Genetically modified organisms (GMOs) have sparked concerns about potential human health effects and confirmed environmental effects. Chipotle has 1,450 restaurants as of June 2013 and $2.7 billion in annual revenue, so the labeling is no small potatoes.
To much of the world, Chipotle's labeling efforts would simply be law-abiding: 64 countries have mandatory labeling of some or all genetically engineered (GE) food, according to the Center for Food Safety. In fact, some countries -- such as Zambia, Benin, and Serbia -- have banned both importing and growing GMOs all together. Turkey is the first country to label animals fed GE products, and its laws banning GMO imports have led to arrests and the seizure of thousands of tons of products. Whole Foods is the only other U.S. chain to move in this direction; it announced earlier this year that it would begin labeling in 2018.
Chipotle Website "Ingredients Statement" Informs Customers
The Chipotle website contains a full "ingredients statement" about all of its menu items. One of the data points, denoted by a "G," is whether or not each ingredient is genetically engineered. As of June, the company had not noticed any change in sales since the disclosure. "It's not a concern to us that we're going to lose business over this," company spokesperson Chris Arnold told BusinessWeek. "If anything, it engenders more trust when you're more forthcoming about the food you serve. Any downside there may be ... is going to be eclipsed by the upside with being transparent."
A natural foods blogger, Josefa of Natural Well Nest, beat mainstream news sources to the punch when she reported in May 2013 that Chipotle had posted information about GE ingredients in its foods. As she pointed out, all of the GMO's used are in the form of corn or soy -- that's because 93 percent of soy and 85 percent of corn are GE (by acres planted), according to the U.S. Department of Agriculture. And because many items contain soybean oil or various forms of ground corn (for tortillas, etc.), there aren't that many items totally free of GMOs. The company says it recently switched its fryer oil from soybean oil to sunflower oil, however, and is working to eliminate more GMOs.
Advocates Ask for More Transparency
The Organic Consumers Association has asked its over 850,000 members to urge Chipotle to list its GMO ingredients prominently on its menu boards rather than just "buried on the restaurant chain's website." However, according to BusinessWeek, there are no plans to do so because of the boards' "limited real estate."

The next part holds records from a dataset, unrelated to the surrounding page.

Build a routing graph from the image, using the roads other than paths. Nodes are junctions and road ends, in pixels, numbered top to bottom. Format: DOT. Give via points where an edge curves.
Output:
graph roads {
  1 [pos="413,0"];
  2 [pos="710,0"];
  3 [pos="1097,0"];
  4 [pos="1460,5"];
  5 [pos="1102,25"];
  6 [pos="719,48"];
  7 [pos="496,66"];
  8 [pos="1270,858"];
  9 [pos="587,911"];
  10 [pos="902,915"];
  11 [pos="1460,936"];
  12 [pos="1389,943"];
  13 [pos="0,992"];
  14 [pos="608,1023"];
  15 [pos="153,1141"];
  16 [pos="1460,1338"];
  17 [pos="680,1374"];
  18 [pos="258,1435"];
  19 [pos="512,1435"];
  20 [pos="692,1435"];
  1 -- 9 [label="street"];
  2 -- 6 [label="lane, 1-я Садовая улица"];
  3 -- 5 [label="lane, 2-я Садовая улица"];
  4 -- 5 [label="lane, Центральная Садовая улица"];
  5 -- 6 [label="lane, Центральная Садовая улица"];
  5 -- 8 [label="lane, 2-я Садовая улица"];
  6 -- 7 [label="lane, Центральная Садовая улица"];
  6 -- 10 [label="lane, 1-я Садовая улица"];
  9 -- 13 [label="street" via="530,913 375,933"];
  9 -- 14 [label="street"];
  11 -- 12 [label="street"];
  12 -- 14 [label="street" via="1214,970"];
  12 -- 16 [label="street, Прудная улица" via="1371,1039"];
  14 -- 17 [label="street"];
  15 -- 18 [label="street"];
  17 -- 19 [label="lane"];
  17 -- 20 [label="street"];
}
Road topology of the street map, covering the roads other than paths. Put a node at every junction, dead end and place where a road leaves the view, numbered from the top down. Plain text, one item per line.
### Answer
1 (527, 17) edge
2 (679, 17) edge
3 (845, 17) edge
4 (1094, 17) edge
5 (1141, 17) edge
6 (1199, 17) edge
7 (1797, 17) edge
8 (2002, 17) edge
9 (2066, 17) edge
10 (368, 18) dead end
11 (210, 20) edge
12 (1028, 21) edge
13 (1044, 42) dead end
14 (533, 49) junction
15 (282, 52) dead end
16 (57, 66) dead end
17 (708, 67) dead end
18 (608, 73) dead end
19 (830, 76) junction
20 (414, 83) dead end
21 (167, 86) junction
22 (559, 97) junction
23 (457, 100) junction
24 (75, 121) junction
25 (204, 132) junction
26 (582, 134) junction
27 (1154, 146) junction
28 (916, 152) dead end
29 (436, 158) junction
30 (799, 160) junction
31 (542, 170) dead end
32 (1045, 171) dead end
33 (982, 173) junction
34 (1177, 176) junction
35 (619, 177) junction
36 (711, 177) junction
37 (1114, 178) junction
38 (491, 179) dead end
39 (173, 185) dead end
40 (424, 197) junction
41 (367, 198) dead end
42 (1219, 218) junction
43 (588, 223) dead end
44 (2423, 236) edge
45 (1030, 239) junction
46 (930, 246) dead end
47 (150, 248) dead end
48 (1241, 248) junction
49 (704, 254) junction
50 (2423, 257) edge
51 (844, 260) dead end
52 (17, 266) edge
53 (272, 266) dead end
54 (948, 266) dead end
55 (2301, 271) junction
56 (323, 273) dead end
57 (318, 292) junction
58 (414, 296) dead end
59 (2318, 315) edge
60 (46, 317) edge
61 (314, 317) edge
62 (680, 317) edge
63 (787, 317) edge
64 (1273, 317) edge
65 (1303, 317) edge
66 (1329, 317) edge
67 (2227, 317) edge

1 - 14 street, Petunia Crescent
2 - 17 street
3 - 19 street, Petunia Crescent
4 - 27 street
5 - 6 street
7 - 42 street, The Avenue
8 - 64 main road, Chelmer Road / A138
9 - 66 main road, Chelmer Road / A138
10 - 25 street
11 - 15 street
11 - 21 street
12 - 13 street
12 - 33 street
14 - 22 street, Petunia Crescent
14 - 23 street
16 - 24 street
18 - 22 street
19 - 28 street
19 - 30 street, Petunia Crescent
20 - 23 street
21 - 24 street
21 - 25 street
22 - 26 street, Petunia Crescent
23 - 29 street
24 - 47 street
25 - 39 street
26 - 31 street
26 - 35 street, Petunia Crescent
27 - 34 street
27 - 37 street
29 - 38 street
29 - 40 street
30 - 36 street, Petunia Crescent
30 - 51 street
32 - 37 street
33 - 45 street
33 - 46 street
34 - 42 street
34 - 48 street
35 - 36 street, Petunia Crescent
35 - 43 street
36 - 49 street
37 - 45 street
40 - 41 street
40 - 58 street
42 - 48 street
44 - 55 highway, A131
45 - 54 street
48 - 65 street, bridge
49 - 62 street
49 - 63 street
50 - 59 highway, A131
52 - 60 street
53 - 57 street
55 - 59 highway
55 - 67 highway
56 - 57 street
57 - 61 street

Chipotle is far from a perfect company. Its Minneapolis locations were subject to picketing in 2011 when it fired six hundred employees for working without immigration documents, according to The Nation. Its lack of paid sick leave for its employees led to an outbreak of a gastrointestinal norovirus that sickened over 500 people when a single sick employee without paid leave came to work and handled food in Kent, Ohio in 2008. Policy Matters Ohio reported that the outbreak cost the community between $130,233 and $305,337 in lost wages, lost productivity, and health care costs.
Still, Chipotle's decision to label GMOs is being lauded as a display of effective consumer activism, in light of voters' efforts across the country to pass state-by-state legislation mandating GMO labeling.